Well, if you're going to bring another Top-10 football program into the Big Ten, you might as well get that road game out of the way early.
The Big Ten released its 2024 and 2025 football schedule on Thursday afternoon, and Iowa is looking at road games against two of the premier football programs in the nation: Ohio State and USC. Full Big Ten schedules for the Hawkeyes are below.
Also, with USC and UCLA joining the conference in 2024, the Big Ten announced a new scheduling model, which includes 1-3 protected opponents for each Big Ten school. Iowa will use its full allotment of protected foes, with trophy games against Minnesota, Nebraska and Wisconsin all locked in for yearly play.
SCHEDULE
NOTE: Dates have not yet been set by the Big Ten. Opponents listed alphabetically.
2024
2025
@Indiana
Michigan
Michigan State
Minnesota
@Nebraska
Northwestern
Penn State
@Purdue
@Wisconsin
ANALYSIS
The Big Ten has evidently figured out the logistics of an unbalanced number of protected opponents per school, and that looks to be beneficial for both longtime members like Iowa, who will continue to see all of its rivalry trophies contested every year, and for newcomers with few natural rivals who could use a more diverse season-to-season schedule.
And for as daunting as a 16-team conference sounds, it's worth noting that every single Big Ten team is on Iowa's schedule in either 2024 or 2025, even with the protected rivalries. If that pattern holds up longterm (and the Big Ten stays at 16 teams, of course), then every four-year player should expect to play at every Big Ten stadium during his career.
Wisconsin's inclusion on the protected rivalry list is especially welcome, for multiple reasons. Not only had the Heartland Trophy game become the Big Ten West's most important divisional game (and by a healthy distance), but Iowa and Wisconsin had let the Big Ten cannibalize that game twice in previous expansions — Penn State's addition in 1994 and the ill-fated Legends and Leaders divisional expansion in 2010.
Simply put: the Big Ten owed Iowa and Wisconsin this preservation of tradition, and the two schools got it.
Of course, adding a pair of premier programs* means adding a greater degree of difficulty, and while not every season will have road trips to two of the three strongest programs in the new Big Ten, some might — like 2024.
*UCLA, for all its recent bungling, has been bowl-eligible in 20 of the last 30 seasons and is every bit as capable of being a perennial 9-win team as the Hawhekeyes.

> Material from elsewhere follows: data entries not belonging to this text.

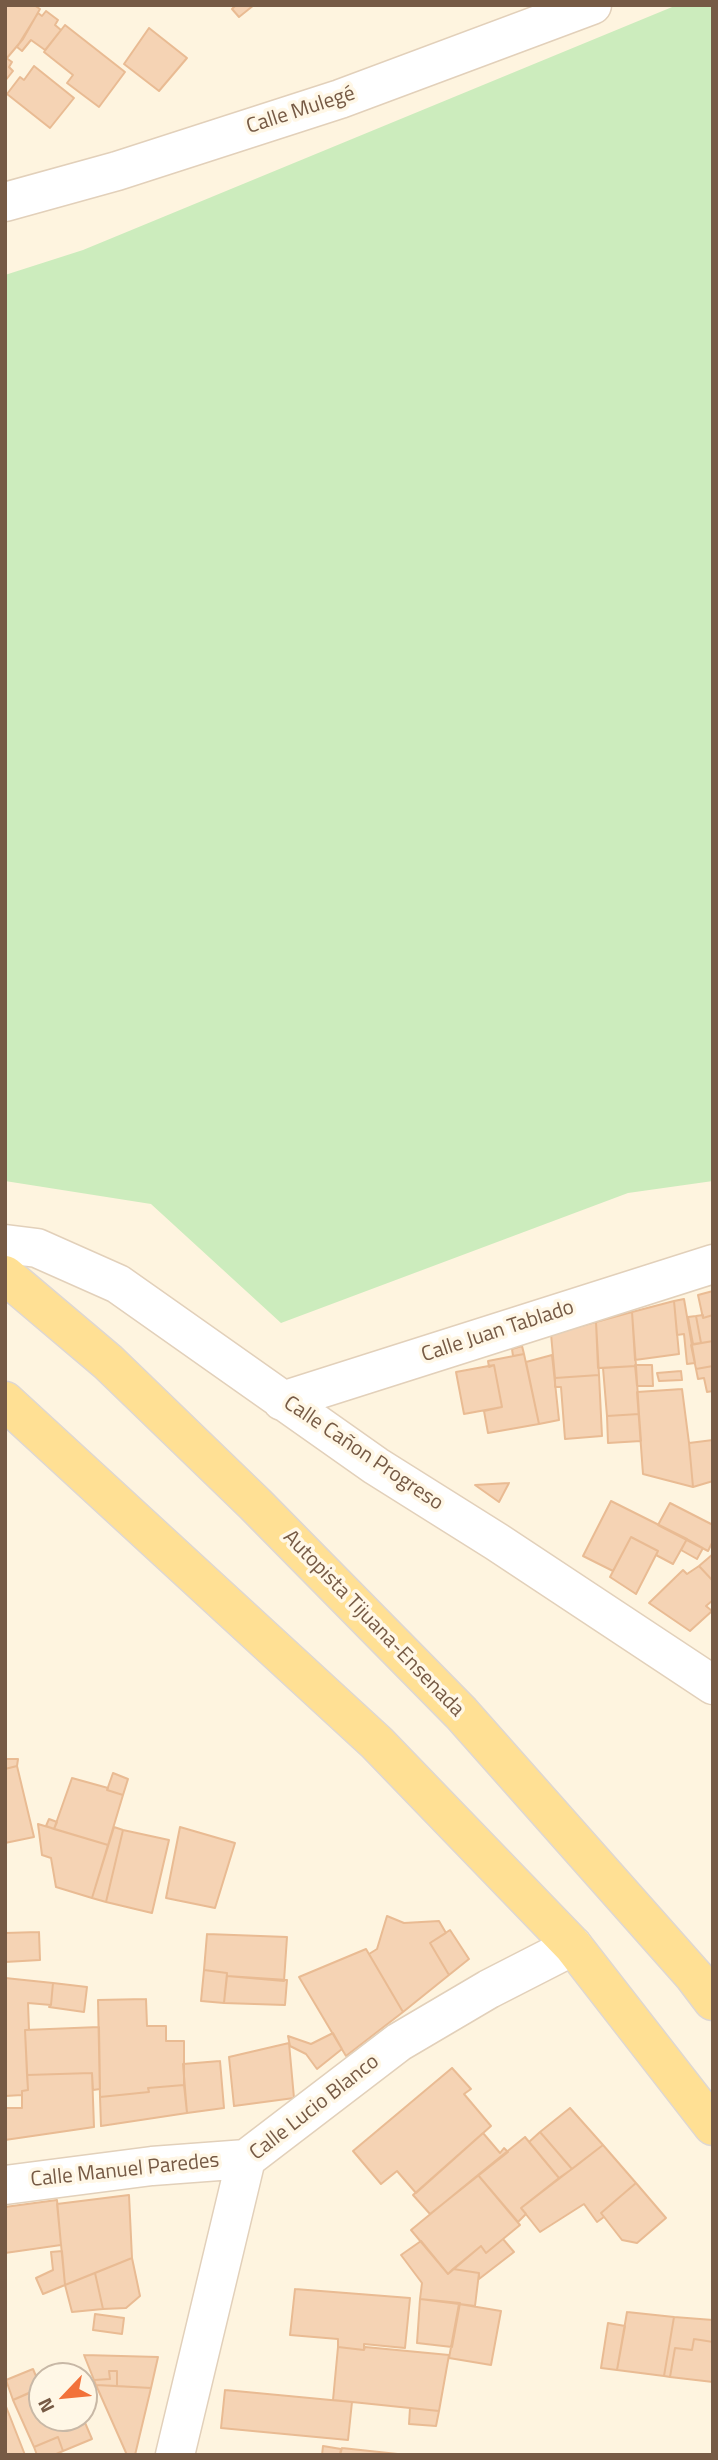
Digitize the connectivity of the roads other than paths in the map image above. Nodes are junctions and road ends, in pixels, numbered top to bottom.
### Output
1 (592, 5) edge
2 (5, 202) edge
3 (5, 1244) edge
4 (713, 1264) edge
5 (5, 1275) edge
6 (282, 1401) junction
7 (5, 1402) edge
8 (713, 1685) edge
9 (573, 1946) junction
10 (713, 2001) edge
11 (713, 2126) edge
12 (246, 2159) junction
13 (5, 2185) edge
14 (175, 2455) edge

1 - 2 street, Calle Mulegé
3 - 6 street, Calle Cañon Progreso
4 - 6 street, Calle Juan Tablado
5 - 10 main road, Autopista Tijuana-Ensenada
6 - 8 street, Calle Cañon Progreso
7 - 9 main road
9 - 11 main road
9 - 12 street, Calle Lucio Blanco
12 - 13 street, Calle Manuel Paredes
12 - 14 street, Calle Lucio Blanco

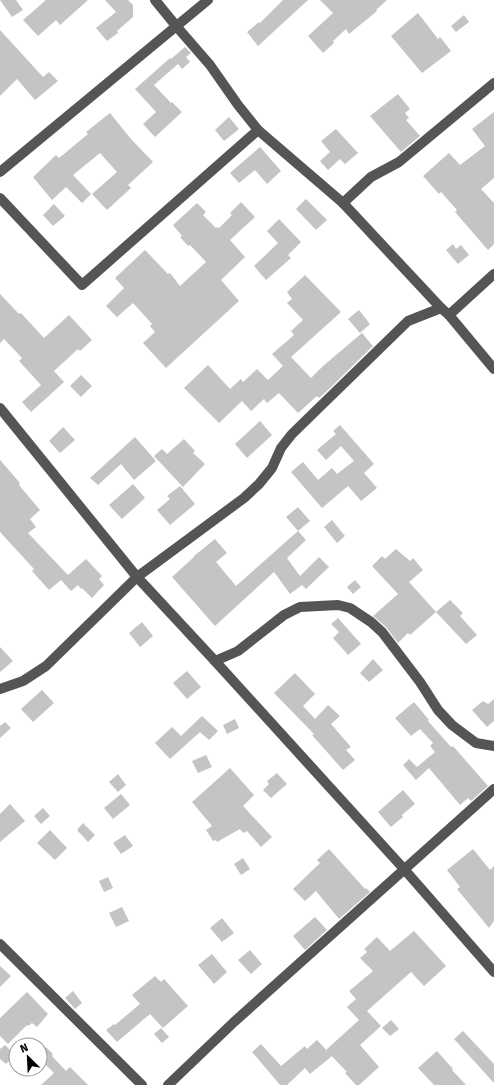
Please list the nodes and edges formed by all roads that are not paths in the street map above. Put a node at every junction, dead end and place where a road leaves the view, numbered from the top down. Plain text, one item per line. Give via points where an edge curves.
1 (155, 0) edge
2 (208, 0) edge
3 (177, 27) junction
4 (494, 84) edge
5 (258, 130) junction
6 (0, 172) edge
7 (0, 198) edge
8 (343, 203) junction
9 (494, 274) edge
10 (441, 308) junction
11 (450, 315) junction
12 (494, 369) edge
13 (0, 408) edge
14 (137, 577) junction
15 (215, 661) junction
16 (0, 689) edge
17 (494, 746) edge
18 (494, 789) edge
19 (404, 869) junction
20 (0, 944) edge
21 (494, 972) edge
22 (142, 1085) edge
23 (168, 1085) edge

1 - 3 street
2 - 3 street
3 - 5 street via 210,65
3 - 6 street
4 - 8 street via 399,162 371,177
5 - 7 street via 82,285
5 - 8 street
8 - 10 street
9 - 11 street
10 - 11 street
10 - 14 street via 408,321 292,434 281,448 272,468 259,484 244,498
11 - 12 street
13 - 14 street
14 - 15 street
14 - 16 street via 46,666 23,681
15 - 17 street via 238,651 296,608 318,605 350,608 382,632 438,710 452,725 476,743
15 - 19 street
18 - 19 street
19 - 21 street
19 - 23 street
20 - 22 street

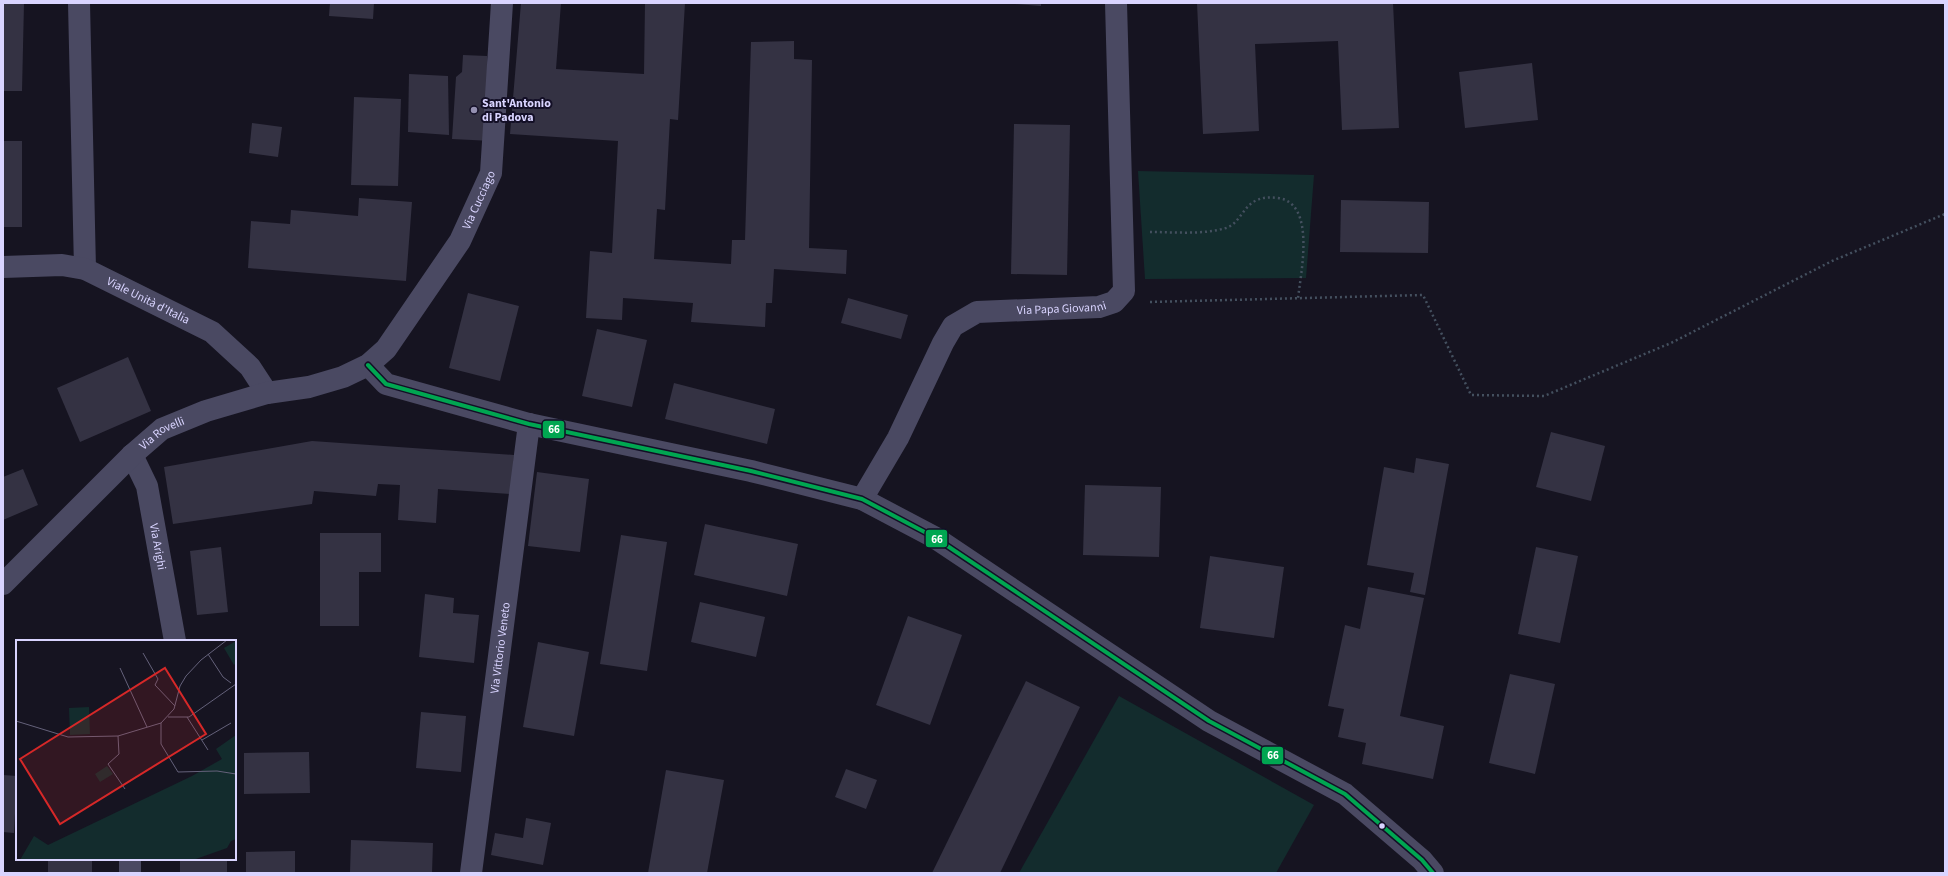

That challenge also comes with the potential for tremendous reward if Iowa manages to win even one of those two road games; the College Football Playoff is also expanding, and a marquee road win could put Iowa on the trajectory for a top-12 finish and its first shot at competing for a title since the sport established a championship with the BCS in 1998.
2024 VS. 2025
The splashiest games on this slate are the two roadies with Ohio State and USC, both in 2024. 2024 also features Maryland, Nebraska, UCLA and Wisconsin (plus Iowa State in Week 2) coming to Kinnick Stadium alongside "guarantee games" against Illinois State and Troy. A lot can change around a football program in 12 months, but there aren't many plausible scenarios where Iowa can't sell out the season once the summer of 2024 rolls around.
And yet, the 2025 slate looks every bit as entertaining — if with a little less opportunity for splashy wins and thus margin for error. Michigan, Michigan State, Minnesota, Northwestern and Penn State make for a more traditional home slate (with FAU and UMass filling things out in September), but on paper that looks like an extremely competitive home slate — and some real road tests in Wisconsin and Nebraska, presuming Matt Rhule hasn't become the latest head coach to botch a Lincoln rebuild at that point.
Put simply: it's very, very difficult to imagine what else Iowa fans could have asked for with this realignment and new format. As long as the rivalry with ISU also stays intact, the Hawkeyes will be competing for all four of their trophies every year, the conference both capable and (evidently) willing to put every Big Ten team on the schedule once every couple years, and hey: USC and UCLA are in the mix now too.